## Work item
Give all of the records again precisely, excluding whatever pictures they contain.

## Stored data
%%

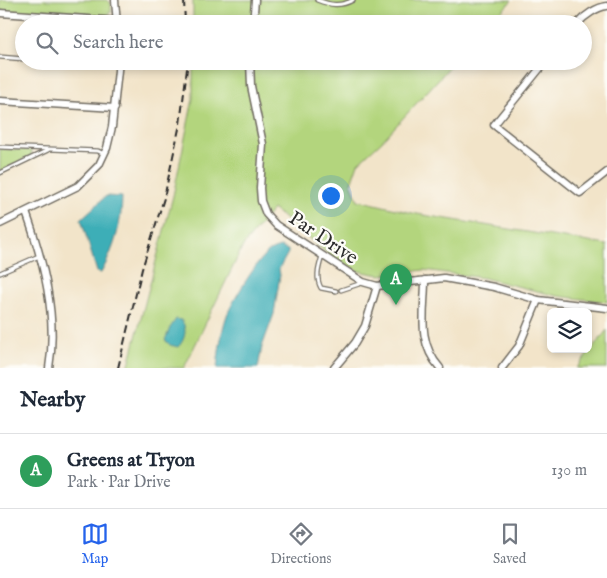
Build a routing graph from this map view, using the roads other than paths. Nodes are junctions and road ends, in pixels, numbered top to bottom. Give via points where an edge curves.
1 (114, 0) edge
2 (255, 0) edge
3 (317, 0) edge
4 (353, 0) edge
5 (607, 6) edge
6 (0, 14) edge
7 (15, 15) edge
8 (116, 15) edge
9 (254, 15) edge
10 (588, 15) edge
11 (0, 57) edge
12 (15, 58) edge
13 (118, 70) edge
14 (250, 70) edge
15 (539, 70) edge
16 (0, 101) edge
17 (115, 108) junction
18 (0, 147) edge
19 (49, 150) junction
20 (105, 154) junction
21 (607, 172) edge
22 (0, 174) edge
23 (26, 212) junction
24 (0, 224) edge
25 (39, 256) junction
26 (322, 256) junction
27 (0, 273) edge
28 (426, 280) junction
29 (363, 282) junction
30 (377, 286) junction
31 (341, 290) dead end
32 (336, 291) dead end
33 (538, 300) junction
34 (607, 308) edge
35 (49, 368) edge
36 (334, 368) edge
37 (440, 368) edge
38 (502, 368) edge

1 - 8 street
2 - 9 street
3 - 4 lane via 335,5
5 - 10 street
6 - 7 street
11 - 12 lane
13 - 17 street
14 - 26 street, Par Drive via 263,144 260,201 276,225
15 - 21 street via 494,125 580,193
16 - 17 street
17 - 20 street
18 - 19 lane
19 - 20 lane
19 - 22 lane
20 - 23 street via 78,186
23 - 24 street
23 - 25 street
25 - 27 lane
25 - 35 street via 50,310
26 - 29 street, Par Drive
26 - 32 lane via 317,272 318,283 321,288
28 - 30 street, Par Drive
28 - 33 street, Par Drive via 444,278 494,287
28 - 37 street via 422,318 424,336 428,351
29 - 30 street, Par Drive
29 - 31 lane
30 - 36 street via 365,326
33 - 34 street, Par Drive
33 - 38 street via 519,346

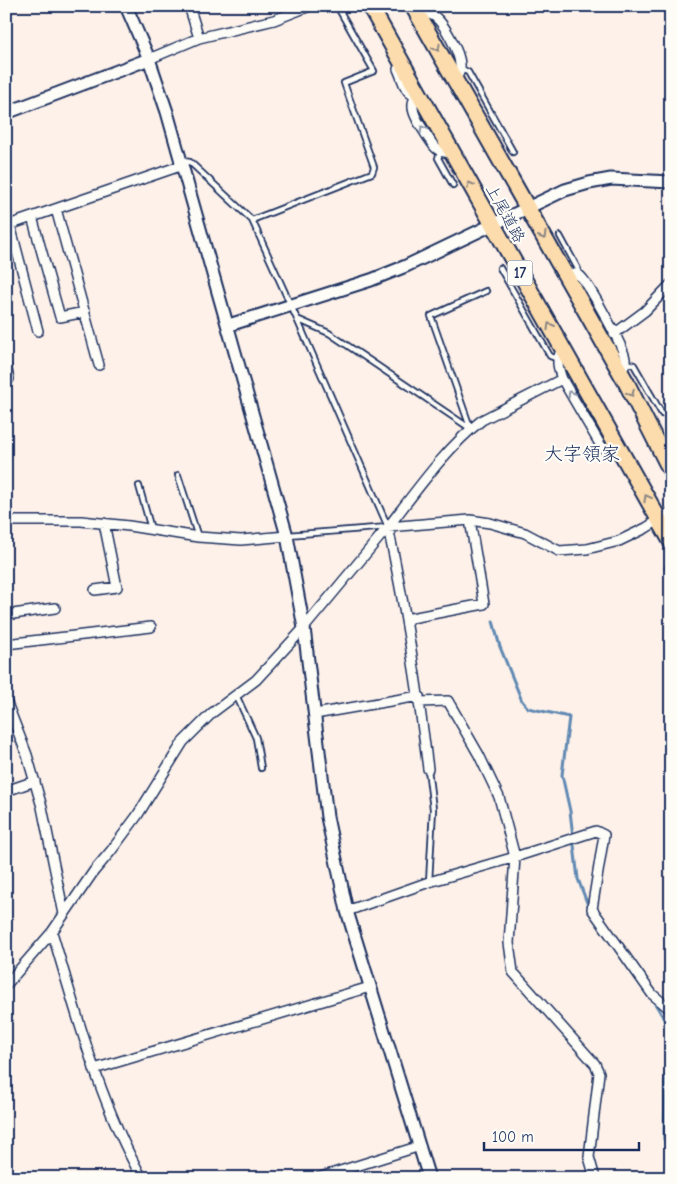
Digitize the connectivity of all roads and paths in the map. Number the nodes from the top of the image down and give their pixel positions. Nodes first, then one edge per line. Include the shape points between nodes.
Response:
1 (126, 6) edge
2 (189, 6) edge
3 (310, 6) edge
4 (337, 6) edge
5 (362, 6) edge
6 (370, 6) edge
7 (422, 10) edge
8 (199, 38) junction
9 (149, 59) junction
10 (458, 74) junction
11 (417, 95) junction
12 (6, 113) edge
13 (447, 152) junction
14 (513, 152) dead end
15 (182, 162) junction
16 (671, 182) edge
17 (452, 185) dead end
18 (527, 208) junction
19 (56, 209) junction
20 (32, 217) junction
21 (252, 220) junction
22 (492, 224) junction
23 (8, 225) edge
24 (560, 236) dead end
25 (500, 268) dead end
26 (571, 274) junction
27 (671, 284) edge
28 (486, 291) dead end
29 (291, 306) junction
30 (84, 312) junction
31 (297, 320) junction
32 (229, 325) junction
33 (38, 331) dead end
34 (614, 334) junction
35 (560, 354) junction
36 (99, 365) dead end
37 (6, 366) edge
38 (623, 368) junction
39 (9, 379) dead end
40 (562, 379) junction
41 (662, 414) dead end
42 (470, 429) junction
43 (622, 454) junction
44 (671, 471) edge
45 (178, 475) dead end
46 (139, 486) dead end
47 (665, 516) edge
48 (470, 520) junction
49 (6, 521) edge
50 (104, 523) junction
51 (388, 527) junction
52 (151, 530) junction
53 (287, 536) junction
54 (198, 537) junction
55 (671, 541) edge
56 (95, 590) dead end
57 (56, 608) dead end
58 (6, 615) edge
59 (406, 619) junction
60 (151, 627) dead end
61 (304, 628) junction
62 (6, 644) edge
63 (236, 695) junction
64 (419, 699) junction
65 (6, 701) edge
66 (315, 714) junction
67 (261, 768) dead end
68 (428, 769) joint
69 (35, 781) junction
70 (6, 791) edge
71 (515, 857) junction
72 (429, 882) junction
73 (346, 911) junction
74 (64, 914) junction
75 (52, 932) junction
76 (6, 985) edge
77 (370, 987) junction
78 (671, 1010) edge
79 (94, 1069) junction
80 (420, 1146) junction
81 (142, 1178) edge
82 (318, 1178) edge
83 (429, 1178) edge
84 (595, 1178) edge

1 - 9 street
2 - 8 street
3 - 8 street via 274,20
4 - 21 lane via 374,71 344,83 374,167 372,173
5 - 11 street via 407,91 410,95
6 - 11 highway, 上尾道路 / 17
7 - 10 highway, 上尾道路 / 17
8 - 9 street
9 - 12 street
9 - 15 street
10 - 14 lane via 468,72
10 - 18 highway, 上尾道路 / 17
13 -> 11 highway, 上尾道路 / 17
13 - 17 lane via 438,158
22 -> 13 highway, 上尾道路 / 17
15 - 19 street
15 - 21 lane via 190,162
15 - 32 street
16 - 18 street via 611,179 565,190
18 - 22 street
18 -> 26 highway, 上尾道路 / 17
19 - 20 street
19 - 30 street
20 - 23 street
20 - 30 street via 60,317
21 - 29 lane
22 - 29 street via 371,280
35 -> 22 highway, 上尾道路 / 17
23 - 33 street
24 - 26 lane via 578,269
25 - 35 lane via 550,356
26 - 34 street via 582,278
26 - 38 highway, 上尾道路 / 17
27 - 34 street via 645,311
28 - 42 lane via 431,316
29 - 31 lane
29 - 32 street
30 - 36 street
31 - 42 lane via 329,333
31 - 51 lane
32 - 53 street
34 - 38 street via 624,352
35 - 40 street via 558,370
35 - 43 highway, 上尾道路 / 17
37 - 39 street
38 - 41 lane via 634,365
38 -> 44 highway, 上尾道路 / 17
40 - 42 street
43 -> 40 street via 609,452 601,446
42 - 51 street
47 -> 43 highway, 上尾道路 / 17
45 - 54 lane
46 - 52 lane
47 - 48 street via 619,540 587,549 559,551 525,533
47 - 55 highway, 上尾道路 / 17
48 - 51 street
48 - 59 street via 484,604
49 - 50 street
50 - 52 street
50 - 56 street via 117,587
51 - 53 lane
51 - 59 street
51 - 61 street
52 - 54 street
53 - 54 street via 241,540
53 - 61 street
57 - 58 street
59 - 64 street
60 - 62 street
61 - 63 street via 256,680
61 - 66 street
63 - 67 lane via 256,738
63 - 74 street via 212,713 184,742 137,816
64 - 66 street
64 - 68 street
64 - 71 street via 448,701 500,797
65 - 69 street
66 - 73 street via 328,817
68 - 72 lane via 433,809
69 - 70 street
69 - 74 street
71 - 72 street
71 - 78 street via 596,830 604,835 592,910 652,994
71 - 84 street via 509,943 512,972 595,1064 599,1074 589,1157
72 - 73 street
73 - 77 street
74 - 75 street
75 - 76 street
75 - 79 street
77 - 79 street
77 - 80 street
79 - 81 street via 127,1152
80 - 82 street
80 - 83 street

%%

## Answer space
Build a routing graph from this map view, using the roads other than paths. Nodes are junctions and road ends, in pixels, numbered top to bottom. Give via points where an edge curves.
1 (114, 0) edge
2 (255, 0) edge
3 (317, 0) edge
4 (353, 0) edge
5 (607, 6) edge
6 (0, 14) edge
7 (15, 15) edge
8 (116, 15) edge
9 (254, 15) edge
10 (588, 15) edge
11 (0, 57) edge
12 (15, 58) edge
13 (118, 70) edge
14 (250, 70) edge
15 (539, 70) edge
16 (0, 101) edge
17 (115, 108) junction
18 (0, 147) edge
19 (49, 150) junction
20 (105, 154) junction
21 (607, 172) edge
22 (0, 174) edge
23 (26, 212) junction
24 (0, 224) edge
25 (39, 256) junction
26 (322, 256) junction
27 (0, 273) edge
28 (426, 280) junction
29 (363, 282) junction
30 (377, 286) junction
31 (341, 290) dead end
32 (336, 291) dead end
33 (538, 300) junction
34 (607, 308) edge
35 (49, 368) edge
36 (334, 368) edge
37 (440, 368) edge
38 (502, 368) edge

1 - 8 street
2 - 9 street
3 - 4 lane via 335,5
5 - 10 street
6 - 7 street
11 - 12 lane
13 - 17 street
14 - 26 street, Par Drive via 263,144 260,201 276,225
15 - 21 street via 494,125 580,193
16 - 17 street
17 - 20 street
18 - 19 lane
19 - 20 lane
19 - 22 lane
20 - 23 street via 78,186
23 - 24 street
23 - 25 street
25 - 27 lane
25 - 35 street via 50,310
26 - 29 street, Par Drive
26 - 32 lane via 317,272 318,283 321,288
28 - 30 street, Par Drive
28 - 33 street, Par Drive via 444,278 494,287
28 - 37 street via 422,318 424,336 428,351
29 - 30 street, Par Drive
29 - 31 lane
30 - 36 street via 365,326
33 - 34 street, Par Drive
33 - 38 street via 519,346

Digitize the connectivity of all roads and paths in the map. Number the nodes from the top of the image down and give their pixel positions. Nodes first, then one edge per line. Include the shape points between nodes.
Response:
1 (126, 6) edge
2 (189, 6) edge
3 (310, 6) edge
4 (337, 6) edge
5 (362, 6) edge
6 (370, 6) edge
7 (422, 10) edge
8 (199, 38) junction
9 (149, 59) junction
10 (458, 74) junction
11 (417, 95) junction
12 (6, 113) edge
13 (447, 152) junction
14 (513, 152) dead end
15 (182, 162) junction
16 (671, 182) edge
17 (452, 185) dead end
18 (527, 208) junction
19 (56, 209) junction
20 (32, 217) junction
21 (252, 220) junction
22 (492, 224) junction
23 (8, 225) edge
24 (560, 236) dead end
25 (500, 268) dead end
26 (571, 274) junction
27 (671, 284) edge
28 (486, 291) dead end
29 (291, 306) junction
30 (84, 312) junction
31 (297, 320) junction
32 (229, 325) junction
33 (38, 331) dead end
34 (614, 334) junction
35 (560, 354) junction
36 (99, 365) dead end
37 (6, 366) edge
38 (623, 368) junction
39 (9, 379) dead end
40 (562, 379) junction
41 (662, 414) dead end
42 (470, 429) junction
43 (622, 454) junction
44 (671, 471) edge
45 (178, 475) dead end
46 (139, 486) dead end
47 (665, 516) edge
48 (470, 520) junction
49 (6, 521) edge
50 (104, 523) junction
51 (388, 527) junction
52 (151, 530) junction
53 (287, 536) junction
54 (198, 537) junction
55 (671, 541) edge
56 (95, 590) dead end
57 (56, 608) dead end
58 (6, 615) edge
59 (406, 619) junction
60 (151, 627) dead end
61 (304, 628) junction
62 (6, 644) edge
63 (236, 695) junction
64 (419, 699) junction
65 (6, 701) edge
66 (315, 714) junction
67 (261, 768) dead end
68 (428, 769) joint
69 (35, 781) junction
70 (6, 791) edge
71 (515, 857) junction
72 (429, 882) junction
73 (346, 911) junction
74 (64, 914) junction
75 (52, 932) junction
76 (6, 985) edge
77 (370, 987) junction
78 (671, 1010) edge
79 (94, 1069) junction
80 (420, 1146) junction
81 (142, 1178) edge
82 (318, 1178) edge
83 (429, 1178) edge
84 (595, 1178) edge

1 - 9 street
2 - 8 street
3 - 8 street via 274,20
4 - 21 lane via 374,71 344,83 374,167 372,173
5 - 11 street via 407,91 410,95
6 - 11 highway, 上尾道路 / 17
7 - 10 highway, 上尾道路 / 17
8 - 9 street
9 - 12 street
9 - 15 street
10 - 14 lane via 468,72
10 - 18 highway, 上尾道路 / 17
13 -> 11 highway, 上尾道路 / 17
13 - 17 lane via 438,158
22 -> 13 highway, 上尾道路 / 17
15 - 19 street
15 - 21 lane via 190,162
15 - 32 street
16 - 18 street via 611,179 565,190
18 - 22 street
18 -> 26 highway, 上尾道路 / 17
19 - 20 street
19 - 30 street
20 - 23 street
20 - 30 street via 60,317
21 - 29 lane
22 - 29 street via 371,280
35 -> 22 highway, 上尾道路 / 17
23 - 33 street
24 - 26 lane via 578,269
25 - 35 lane via 550,356
26 - 34 street via 582,278
26 - 38 highway, 上尾道路 / 17
27 - 34 street via 645,311
28 - 42 lane via 431,316
29 - 31 lane
29 - 32 street
30 - 36 street
31 - 42 lane via 329,333
31 - 51 lane
32 - 53 street
34 - 38 street via 624,352
35 - 40 street via 558,370
35 - 43 highway, 上尾道路 / 17
37 - 39 street
38 - 41 lane via 634,365
38 -> 44 highway, 上尾道路 / 17
40 - 42 street
43 -> 40 street via 609,452 601,446
42 - 51 street
47 -> 43 highway, 上尾道路 / 17
45 - 54 lane
46 - 52 lane
47 - 48 street via 619,540 587,549 559,551 525,533
47 - 55 highway, 上尾道路 / 17
48 - 51 street
48 - 59 street via 484,604
49 - 50 street
50 - 52 street
50 - 56 street via 117,587
51 - 53 lane
51 - 59 street
51 - 61 street
52 - 54 street
53 - 54 street via 241,540
53 - 61 street
57 - 58 street
59 - 64 street
60 - 62 street
61 - 63 street via 256,680
61 - 66 street
63 - 67 lane via 256,738
63 - 74 street via 212,713 184,742 137,816
64 - 66 street
64 - 68 street
64 - 71 street via 448,701 500,797
65 - 69 street
66 - 73 street via 328,817
68 - 72 lane via 433,809
69 - 70 street
69 - 74 street
71 - 72 street
71 - 78 street via 596,830 604,835 592,910 652,994
71 - 84 street via 509,943 512,972 595,1064 599,1074 589,1157
72 - 73 street
73 - 77 street
74 - 75 street
75 - 76 street
75 - 79 street
77 - 79 street
77 - 80 street
79 - 81 street via 127,1152
80 - 82 street
80 - 83 street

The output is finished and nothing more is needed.